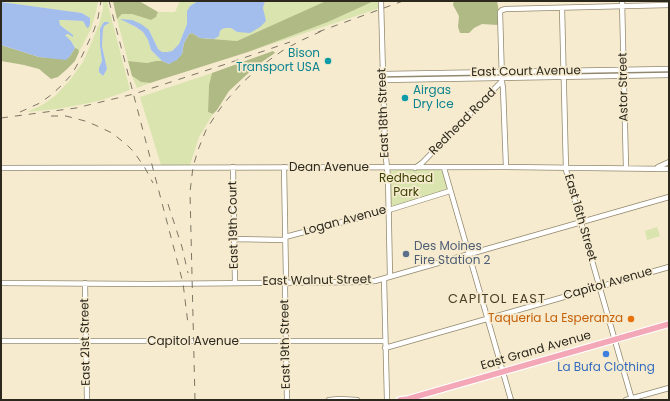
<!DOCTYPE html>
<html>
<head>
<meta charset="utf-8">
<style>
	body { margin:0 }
	#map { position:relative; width:670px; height:401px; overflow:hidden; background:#f6ebcf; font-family:Poppins,sans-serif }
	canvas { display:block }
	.frame { position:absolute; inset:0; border:2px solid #2c281d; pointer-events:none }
</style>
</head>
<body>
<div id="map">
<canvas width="670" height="401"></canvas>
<div class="frame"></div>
</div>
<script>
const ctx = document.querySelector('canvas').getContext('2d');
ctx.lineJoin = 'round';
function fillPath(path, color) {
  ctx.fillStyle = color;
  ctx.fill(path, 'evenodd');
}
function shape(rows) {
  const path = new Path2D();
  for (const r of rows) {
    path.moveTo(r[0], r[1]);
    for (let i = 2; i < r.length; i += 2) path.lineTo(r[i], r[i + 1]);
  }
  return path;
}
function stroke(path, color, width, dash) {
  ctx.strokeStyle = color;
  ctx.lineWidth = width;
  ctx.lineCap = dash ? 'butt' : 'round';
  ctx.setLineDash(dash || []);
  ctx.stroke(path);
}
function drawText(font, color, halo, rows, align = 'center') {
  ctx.font = font + ' Poppins,sans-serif';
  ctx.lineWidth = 3.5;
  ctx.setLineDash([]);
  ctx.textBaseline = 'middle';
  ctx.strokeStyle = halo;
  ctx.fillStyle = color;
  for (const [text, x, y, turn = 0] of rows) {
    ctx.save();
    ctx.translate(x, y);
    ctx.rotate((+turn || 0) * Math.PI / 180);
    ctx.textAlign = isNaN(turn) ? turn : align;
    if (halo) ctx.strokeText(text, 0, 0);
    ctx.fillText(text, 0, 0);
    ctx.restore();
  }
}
fillPath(shape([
	[12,1,98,1,96,12,91,29,79,52,78,49,75,48,71,41,67,38,65,35,68,34,67,30,60,25,58,20,63,20,83,21,85,25,87,16,82,13,6,3],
	[103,1,107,1,130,90,102,100,84,104,57,109,27,112,44,104,56,95,70,80,83,62,93,39,99,24,103,9],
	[108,22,104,26,103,30,102,46,107,69,103,76,99,71,102,61,100,46,100,29],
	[180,1,198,1,190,6,187,11,187,24,179,44,172,51,167,52,162,52,158,49,149,30,122,20,136,27,143,32,148,40,151,50,162,61,156,61,147,63,128,61,117,19,122,14,132,14,151,20,156,17,158,12,175,12],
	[265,1,326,1,237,41,214,39,219,36,220,31,222,29,226,28,231,28,237,32,263,8],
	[374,1,379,1,380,8,248,52,328,22],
	[618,72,618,74,569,75,569,73],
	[212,73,209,85,208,112,213,114,199,137,190,165,161,165,140,97],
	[558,73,558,75,515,76,514,74],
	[496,74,497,76,442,77,441,76,442,75],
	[435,75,436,76,435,77,392,78,392,77,393,76],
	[132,76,141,82,150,83,137,88],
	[397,170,441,170,444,174,447,187,447,190,394,206,392,205,391,203,390,174,391,171],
	[657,227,660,236,647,240,645,231]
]), '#dae4af');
fillPath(shape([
	[113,1,139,1,158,12,156,17,151,20,132,14,122,14,117,19],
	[326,1,374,1,328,22,248,52,150,83,141,82,132,76,128,61,147,63,156,61,162,61,169,64,182,54,184,43,189,34,192,33,200,38,237,41],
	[454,1,497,1,499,12,499,23,497,25,482,24,474,28,469,33,460,33,458,27,459,16,453,5],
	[1,45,39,57,66,59,70,56,75,48,78,49,79,52,75,61,66,70,58,77,51,79,39,69,24,65,1,61],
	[273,51,275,53,256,66,229,91,217,110,213,114,208,112,209,85,212,73]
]), '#b0ba85');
fillPath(shape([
	[198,1,265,1,263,8,266,21,260,27,250,33,237,32,231,28,226,28,222,29,220,31,219,36,214,39,200,38,192,33,189,34,184,43,182,54,177,60,169,64,162,61,151,50,148,40,143,32,136,27,120,19,132,20,141,24,149,30,158,49,162,52,167,52,172,51,179,44,187,24,187,11,190,6],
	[1,2,82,13,90,18,90,24,89,27,87,28,83,21,63,20,59,20,60,25,73,35,73,37,68,34,65,35,71,41,75,48,70,56,66,60,39,57,1,45],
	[104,22,108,22,109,23,104,26,103,30,102,46,107,69,103,76,99,72,99,68,102,61,100,46,100,29,102,25]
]), '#a3beec');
const minor = shape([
	[381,1,385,149,388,177,390,277],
	[622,1,626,168],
	[562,8,566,170,632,400],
	[383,74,669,69],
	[383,80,669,75],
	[502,82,503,88,506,167],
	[233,167,235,282],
	[284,167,286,278,285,288,287,400],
	[658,167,669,162],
	[1,168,506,167,669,169],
	[415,168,422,163,502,81,500,12,502,10,506,9,669,5],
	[444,168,511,400],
	[285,237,389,210,450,191],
	[234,239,285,240],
	[384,279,387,400],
	[1,283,147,284,364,282,375,281,669,197],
	[85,283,87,400],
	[1,341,385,341],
	[385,348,669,267],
	[329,400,339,399,357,400],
	[626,400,669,388]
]);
const major = shape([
	[400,400,408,399,669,324]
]);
stroke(minor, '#92886e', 6);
stroke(major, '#fff', 8);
stroke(minor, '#fff', 4.5);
stroke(major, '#f3a7b7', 5.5);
stroke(shape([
	[109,1,183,283,188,324],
	[318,32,403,1],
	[20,112,40,103,51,95,62,85,72,74,82,56,94,30,98,18,101,1],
	[51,116,66,116,85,121,95,125,112,133,127,145,134,152,145,168,153,183],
	[1,118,76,108,134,94,223,65,290,42],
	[168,204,182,247,188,273],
	[195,400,190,192,193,167,198,150,206,130,217,113,225,102,242,83,261,66,282,51,300,41,324,30]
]), '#7c7564', 1, [7, 7]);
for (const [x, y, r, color] of [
	[328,61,4,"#0f9aa8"],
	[405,98,4,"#0f9aa8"],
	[406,254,4,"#5c6f8a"],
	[631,319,4,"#e8710a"],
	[606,354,4,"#3f7fe0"]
]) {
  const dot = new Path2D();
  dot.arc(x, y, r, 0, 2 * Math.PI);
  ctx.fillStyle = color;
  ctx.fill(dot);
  stroke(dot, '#f6ebcf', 1.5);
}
drawText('12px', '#0d838f', '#f6ebcf', [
	["Bison",320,54],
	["Transport USA",320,68],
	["Airgas",413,91,"left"],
	["Dry Ice",413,105,"left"]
], 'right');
drawText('12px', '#2c281d', '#f6ebcf', [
	["East Court Avenue",526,72,-1],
	["Astor Street",624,87,-91],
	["East 18th Street",384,113,-92],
	["Redhead Road",463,122,-45],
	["Dean Avenue",329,168],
	["East 16th Street",580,218,74],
	["Logan Avenue",345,221,-15],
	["East 19th Court",234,225,-91],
	["East Walnut Street",317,281,-1],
	["Capitol Avenue",608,284,-16],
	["East 21st Street",86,342,-91],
	["Capitol Avenue",193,342],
	["East 19th Street",286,344,-91],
	["East Grand Avenue",536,351,-16]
]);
drawText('12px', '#3b4202', '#f6ebcf', [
	["Redhead",406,179],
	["Park",406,193]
]);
drawText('12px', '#4e5e75', '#f6ebcf', [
	["Des Moines",414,247],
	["Fire Station 2",414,261]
], 'left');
drawText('12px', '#c56008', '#f6ebcf', [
	["Taqueria La Esperanza",623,319]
], 'right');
drawText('12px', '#366cbe', '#f6ebcf', [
	["La Bufa Clothing",606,368]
]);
ctx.letterSpacing = '1px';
drawText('13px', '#463e26', '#f6ebcf', [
	["CAPITOL EAST",497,300]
]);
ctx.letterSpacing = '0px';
</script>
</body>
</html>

**Activity:** Give only the number of lines in the material above that include the word "rows".

**Task result:** 4